[Opening Record extracts section]

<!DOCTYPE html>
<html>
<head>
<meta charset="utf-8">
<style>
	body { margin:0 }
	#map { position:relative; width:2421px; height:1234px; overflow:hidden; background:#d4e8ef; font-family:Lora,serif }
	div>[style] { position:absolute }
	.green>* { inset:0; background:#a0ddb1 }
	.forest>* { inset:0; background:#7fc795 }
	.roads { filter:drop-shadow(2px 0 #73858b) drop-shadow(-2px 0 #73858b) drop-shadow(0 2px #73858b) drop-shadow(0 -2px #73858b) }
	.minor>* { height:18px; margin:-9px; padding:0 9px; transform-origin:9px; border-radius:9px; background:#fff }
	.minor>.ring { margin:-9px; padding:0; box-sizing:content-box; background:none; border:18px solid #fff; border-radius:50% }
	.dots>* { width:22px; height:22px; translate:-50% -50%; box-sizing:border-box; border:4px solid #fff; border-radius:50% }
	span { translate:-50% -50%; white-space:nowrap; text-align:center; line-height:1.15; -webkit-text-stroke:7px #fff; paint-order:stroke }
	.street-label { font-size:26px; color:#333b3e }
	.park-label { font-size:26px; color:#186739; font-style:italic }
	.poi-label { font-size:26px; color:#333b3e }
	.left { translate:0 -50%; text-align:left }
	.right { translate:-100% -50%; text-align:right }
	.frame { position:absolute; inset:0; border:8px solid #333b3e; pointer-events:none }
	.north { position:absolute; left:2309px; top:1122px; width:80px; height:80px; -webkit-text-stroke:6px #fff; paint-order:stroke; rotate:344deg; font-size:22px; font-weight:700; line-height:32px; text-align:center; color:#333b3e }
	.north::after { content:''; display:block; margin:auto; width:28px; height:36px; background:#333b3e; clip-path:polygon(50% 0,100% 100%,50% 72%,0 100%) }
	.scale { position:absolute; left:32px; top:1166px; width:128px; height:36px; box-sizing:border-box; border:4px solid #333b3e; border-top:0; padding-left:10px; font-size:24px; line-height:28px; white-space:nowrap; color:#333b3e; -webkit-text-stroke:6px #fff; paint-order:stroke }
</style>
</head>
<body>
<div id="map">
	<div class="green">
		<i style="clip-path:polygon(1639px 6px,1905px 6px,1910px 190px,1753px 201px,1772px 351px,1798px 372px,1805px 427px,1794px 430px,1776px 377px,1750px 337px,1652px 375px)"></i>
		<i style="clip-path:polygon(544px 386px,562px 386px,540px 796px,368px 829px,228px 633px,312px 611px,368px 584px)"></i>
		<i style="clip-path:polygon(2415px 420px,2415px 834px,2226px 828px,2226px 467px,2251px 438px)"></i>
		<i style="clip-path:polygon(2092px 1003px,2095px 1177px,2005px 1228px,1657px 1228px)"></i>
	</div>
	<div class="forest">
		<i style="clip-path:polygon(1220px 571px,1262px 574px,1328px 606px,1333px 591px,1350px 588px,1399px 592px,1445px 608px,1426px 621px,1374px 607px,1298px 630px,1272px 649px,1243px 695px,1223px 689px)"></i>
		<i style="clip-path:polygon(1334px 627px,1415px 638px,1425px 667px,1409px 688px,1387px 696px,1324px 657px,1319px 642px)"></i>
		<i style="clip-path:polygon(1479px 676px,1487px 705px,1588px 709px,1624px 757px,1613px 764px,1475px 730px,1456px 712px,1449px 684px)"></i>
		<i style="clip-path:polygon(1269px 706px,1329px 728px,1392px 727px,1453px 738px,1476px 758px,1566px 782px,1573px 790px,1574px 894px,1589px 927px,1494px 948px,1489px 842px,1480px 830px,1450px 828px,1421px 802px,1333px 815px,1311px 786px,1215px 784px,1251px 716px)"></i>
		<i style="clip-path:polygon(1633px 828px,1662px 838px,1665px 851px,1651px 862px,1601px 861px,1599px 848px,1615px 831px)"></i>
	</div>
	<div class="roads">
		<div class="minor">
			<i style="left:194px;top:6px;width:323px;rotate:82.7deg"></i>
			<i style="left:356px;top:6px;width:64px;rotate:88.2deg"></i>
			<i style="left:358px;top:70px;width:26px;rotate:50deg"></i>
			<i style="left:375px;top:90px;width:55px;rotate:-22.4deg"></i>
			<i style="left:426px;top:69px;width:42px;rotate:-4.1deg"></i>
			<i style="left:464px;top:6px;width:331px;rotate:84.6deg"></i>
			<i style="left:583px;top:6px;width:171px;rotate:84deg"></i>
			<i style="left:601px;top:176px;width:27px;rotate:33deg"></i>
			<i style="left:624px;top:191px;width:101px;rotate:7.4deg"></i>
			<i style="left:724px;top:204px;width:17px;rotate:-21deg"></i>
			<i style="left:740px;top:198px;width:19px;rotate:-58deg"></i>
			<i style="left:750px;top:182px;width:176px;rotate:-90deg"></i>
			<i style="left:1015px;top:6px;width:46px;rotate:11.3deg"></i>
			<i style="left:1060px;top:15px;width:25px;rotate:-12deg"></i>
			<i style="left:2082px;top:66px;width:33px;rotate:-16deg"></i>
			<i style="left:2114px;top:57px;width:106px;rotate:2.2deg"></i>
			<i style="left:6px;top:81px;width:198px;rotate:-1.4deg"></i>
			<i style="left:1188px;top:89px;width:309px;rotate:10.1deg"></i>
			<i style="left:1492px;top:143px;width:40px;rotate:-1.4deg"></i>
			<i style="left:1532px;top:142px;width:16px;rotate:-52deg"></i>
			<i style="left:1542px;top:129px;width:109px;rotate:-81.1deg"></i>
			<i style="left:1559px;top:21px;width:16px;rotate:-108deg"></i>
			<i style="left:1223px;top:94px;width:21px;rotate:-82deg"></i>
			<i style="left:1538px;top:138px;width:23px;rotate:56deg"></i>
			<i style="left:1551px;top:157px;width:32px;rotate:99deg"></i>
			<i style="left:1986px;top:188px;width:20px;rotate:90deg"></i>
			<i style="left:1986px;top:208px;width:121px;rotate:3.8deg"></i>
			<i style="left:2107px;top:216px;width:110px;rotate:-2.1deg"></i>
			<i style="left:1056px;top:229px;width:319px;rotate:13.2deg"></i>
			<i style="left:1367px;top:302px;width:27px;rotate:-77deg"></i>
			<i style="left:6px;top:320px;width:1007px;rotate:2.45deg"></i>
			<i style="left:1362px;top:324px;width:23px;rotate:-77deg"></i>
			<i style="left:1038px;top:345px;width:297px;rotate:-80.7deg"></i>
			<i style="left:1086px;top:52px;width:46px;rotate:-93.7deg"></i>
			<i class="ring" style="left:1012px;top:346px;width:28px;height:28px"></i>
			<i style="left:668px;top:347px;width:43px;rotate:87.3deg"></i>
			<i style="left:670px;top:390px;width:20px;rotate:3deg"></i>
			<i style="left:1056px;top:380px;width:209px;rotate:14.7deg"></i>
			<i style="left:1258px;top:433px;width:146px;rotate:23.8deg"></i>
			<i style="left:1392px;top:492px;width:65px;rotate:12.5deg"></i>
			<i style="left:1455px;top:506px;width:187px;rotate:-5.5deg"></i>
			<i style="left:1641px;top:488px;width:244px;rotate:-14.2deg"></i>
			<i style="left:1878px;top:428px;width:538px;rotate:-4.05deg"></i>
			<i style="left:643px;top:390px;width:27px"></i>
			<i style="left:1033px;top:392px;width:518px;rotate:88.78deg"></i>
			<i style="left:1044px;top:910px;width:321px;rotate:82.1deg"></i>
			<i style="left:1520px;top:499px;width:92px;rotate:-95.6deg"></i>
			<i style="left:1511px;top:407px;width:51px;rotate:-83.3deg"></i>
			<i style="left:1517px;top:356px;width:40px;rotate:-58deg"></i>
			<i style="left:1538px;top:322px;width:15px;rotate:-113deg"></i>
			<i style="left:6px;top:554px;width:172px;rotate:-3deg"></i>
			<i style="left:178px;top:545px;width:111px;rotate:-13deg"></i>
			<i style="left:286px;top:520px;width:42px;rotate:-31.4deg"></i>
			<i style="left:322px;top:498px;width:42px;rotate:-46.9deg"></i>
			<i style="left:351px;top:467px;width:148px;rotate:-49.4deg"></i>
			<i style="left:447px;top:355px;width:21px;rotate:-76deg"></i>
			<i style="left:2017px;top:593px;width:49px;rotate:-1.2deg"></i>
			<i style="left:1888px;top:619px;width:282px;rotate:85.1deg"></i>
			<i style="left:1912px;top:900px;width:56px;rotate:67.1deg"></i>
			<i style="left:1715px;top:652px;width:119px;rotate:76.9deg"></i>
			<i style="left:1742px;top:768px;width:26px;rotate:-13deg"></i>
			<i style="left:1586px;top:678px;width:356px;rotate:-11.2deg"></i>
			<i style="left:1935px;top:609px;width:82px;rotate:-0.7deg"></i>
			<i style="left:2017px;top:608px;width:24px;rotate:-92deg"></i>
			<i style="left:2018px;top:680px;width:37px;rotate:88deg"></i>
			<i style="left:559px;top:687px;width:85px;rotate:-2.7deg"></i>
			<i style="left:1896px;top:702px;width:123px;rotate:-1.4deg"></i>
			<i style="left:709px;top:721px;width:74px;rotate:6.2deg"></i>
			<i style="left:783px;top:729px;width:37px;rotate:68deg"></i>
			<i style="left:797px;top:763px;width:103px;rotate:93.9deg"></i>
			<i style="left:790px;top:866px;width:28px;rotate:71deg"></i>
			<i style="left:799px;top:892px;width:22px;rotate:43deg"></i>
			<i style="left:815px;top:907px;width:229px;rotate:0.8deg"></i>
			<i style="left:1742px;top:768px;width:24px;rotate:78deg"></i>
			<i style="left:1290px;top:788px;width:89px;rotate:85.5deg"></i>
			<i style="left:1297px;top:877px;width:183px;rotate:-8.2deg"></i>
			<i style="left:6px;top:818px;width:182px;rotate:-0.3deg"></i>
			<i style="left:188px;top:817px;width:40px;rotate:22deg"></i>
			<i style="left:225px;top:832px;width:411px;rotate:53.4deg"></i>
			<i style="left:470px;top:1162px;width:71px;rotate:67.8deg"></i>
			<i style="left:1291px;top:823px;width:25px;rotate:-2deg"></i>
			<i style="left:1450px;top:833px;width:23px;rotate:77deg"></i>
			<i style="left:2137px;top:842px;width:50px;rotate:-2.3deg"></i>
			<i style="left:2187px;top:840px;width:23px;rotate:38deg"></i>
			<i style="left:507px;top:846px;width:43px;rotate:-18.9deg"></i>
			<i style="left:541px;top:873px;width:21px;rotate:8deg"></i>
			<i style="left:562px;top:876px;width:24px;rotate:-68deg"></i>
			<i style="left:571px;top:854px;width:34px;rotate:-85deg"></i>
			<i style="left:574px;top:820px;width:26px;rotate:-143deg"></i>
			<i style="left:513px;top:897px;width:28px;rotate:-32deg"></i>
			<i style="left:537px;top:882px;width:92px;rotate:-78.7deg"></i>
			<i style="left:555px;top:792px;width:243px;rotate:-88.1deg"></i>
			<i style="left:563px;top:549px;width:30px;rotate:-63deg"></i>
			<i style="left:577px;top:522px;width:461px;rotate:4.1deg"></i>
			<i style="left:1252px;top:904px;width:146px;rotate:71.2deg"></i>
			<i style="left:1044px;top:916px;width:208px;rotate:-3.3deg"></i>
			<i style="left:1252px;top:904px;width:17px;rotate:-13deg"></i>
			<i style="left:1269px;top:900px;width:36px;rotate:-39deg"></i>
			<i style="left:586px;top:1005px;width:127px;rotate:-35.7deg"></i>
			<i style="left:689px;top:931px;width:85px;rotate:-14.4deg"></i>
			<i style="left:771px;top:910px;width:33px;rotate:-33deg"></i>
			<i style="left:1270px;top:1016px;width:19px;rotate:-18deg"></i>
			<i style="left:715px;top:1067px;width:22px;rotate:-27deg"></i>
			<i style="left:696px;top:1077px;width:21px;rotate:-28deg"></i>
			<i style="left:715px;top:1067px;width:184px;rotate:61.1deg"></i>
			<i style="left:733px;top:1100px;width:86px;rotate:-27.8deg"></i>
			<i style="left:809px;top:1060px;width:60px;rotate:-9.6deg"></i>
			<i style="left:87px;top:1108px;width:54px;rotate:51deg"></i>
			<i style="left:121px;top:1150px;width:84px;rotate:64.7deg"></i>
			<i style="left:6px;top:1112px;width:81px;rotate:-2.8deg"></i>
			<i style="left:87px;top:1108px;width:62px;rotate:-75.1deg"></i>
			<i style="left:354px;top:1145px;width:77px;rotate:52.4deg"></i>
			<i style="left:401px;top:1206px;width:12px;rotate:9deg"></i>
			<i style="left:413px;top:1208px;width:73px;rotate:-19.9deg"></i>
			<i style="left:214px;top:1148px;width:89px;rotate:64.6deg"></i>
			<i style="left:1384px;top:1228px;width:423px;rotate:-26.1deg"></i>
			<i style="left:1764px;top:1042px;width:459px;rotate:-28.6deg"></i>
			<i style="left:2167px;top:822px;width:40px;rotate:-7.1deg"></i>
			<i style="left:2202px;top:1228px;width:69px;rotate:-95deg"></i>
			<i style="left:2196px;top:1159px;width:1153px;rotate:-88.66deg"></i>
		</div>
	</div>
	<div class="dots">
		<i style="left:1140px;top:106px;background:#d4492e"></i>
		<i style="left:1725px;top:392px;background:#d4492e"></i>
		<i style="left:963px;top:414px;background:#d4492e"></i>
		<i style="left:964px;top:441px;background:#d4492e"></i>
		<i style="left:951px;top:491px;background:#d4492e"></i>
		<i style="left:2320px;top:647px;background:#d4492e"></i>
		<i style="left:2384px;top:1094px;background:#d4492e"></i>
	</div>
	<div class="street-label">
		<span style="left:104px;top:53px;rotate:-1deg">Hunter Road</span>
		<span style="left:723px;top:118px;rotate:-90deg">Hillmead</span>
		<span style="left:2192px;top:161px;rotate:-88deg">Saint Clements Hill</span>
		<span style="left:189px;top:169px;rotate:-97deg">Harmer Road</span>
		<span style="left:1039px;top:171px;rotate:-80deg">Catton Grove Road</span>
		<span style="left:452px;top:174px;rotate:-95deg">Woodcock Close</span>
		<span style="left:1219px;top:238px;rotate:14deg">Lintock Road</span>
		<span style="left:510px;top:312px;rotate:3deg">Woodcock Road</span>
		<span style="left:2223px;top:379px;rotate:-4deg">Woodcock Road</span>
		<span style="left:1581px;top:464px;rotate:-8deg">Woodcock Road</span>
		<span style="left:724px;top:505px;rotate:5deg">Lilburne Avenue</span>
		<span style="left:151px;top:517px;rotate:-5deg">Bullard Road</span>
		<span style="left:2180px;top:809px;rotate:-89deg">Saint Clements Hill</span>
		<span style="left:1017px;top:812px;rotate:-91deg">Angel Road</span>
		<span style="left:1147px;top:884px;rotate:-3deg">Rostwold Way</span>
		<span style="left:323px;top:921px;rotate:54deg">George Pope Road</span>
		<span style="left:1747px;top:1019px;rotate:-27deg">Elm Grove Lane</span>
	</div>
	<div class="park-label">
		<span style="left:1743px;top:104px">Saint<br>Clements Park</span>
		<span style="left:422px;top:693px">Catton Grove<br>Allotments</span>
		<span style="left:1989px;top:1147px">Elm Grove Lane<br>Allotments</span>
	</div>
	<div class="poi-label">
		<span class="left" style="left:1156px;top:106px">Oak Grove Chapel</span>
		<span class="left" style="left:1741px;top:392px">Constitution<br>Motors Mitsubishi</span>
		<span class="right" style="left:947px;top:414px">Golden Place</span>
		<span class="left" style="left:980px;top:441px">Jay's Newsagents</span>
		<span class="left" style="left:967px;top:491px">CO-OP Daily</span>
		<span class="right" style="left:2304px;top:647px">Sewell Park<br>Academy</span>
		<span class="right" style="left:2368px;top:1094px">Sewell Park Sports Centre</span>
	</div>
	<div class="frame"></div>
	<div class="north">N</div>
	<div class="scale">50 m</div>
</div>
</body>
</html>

[Closing Record extracts section]

== Task ==
Lines from the top of the data above through the line containing "width:22px; height:22px; translate:-50%" must be repeated exactly. All other lines stay out.

== Answer to this problem ==
<!DOCTYPE html>
<html>
<head>
<meta charset="utf-8">
<style>
	body { margin:0 }
	#map { position:relative; width:2421px; height:1234px; overflow:hidden; background:#d4e8ef; font-family:Lora,serif }
	div>[style] { position:absolute }
	.green>* { inset:0; background:#a0ddb1 }
	.forest>* { inset:0; background:#7fc795 }
	.roads { filter:drop-shadow(2px 0 #73858b) drop-shadow(-2px 0 #73858b) drop-shadow(0 2px #73858b) drop-shadow(0 -2px #73858b) }
	.minor>* { height:18px; margin:-9px; padding:0 9px; transform-origin:9px; border-radius:9px; background:#fff }
	.minor>.ring { margin:-9px; padding:0; box-sizing:content-box; background:none; border:18px solid #fff; border-radius:50% }
	.dots>* { width:22px; height:22px; translate:-50% -50%; box-sizing:border-box; border:4px solid #fff; border-radius:50% }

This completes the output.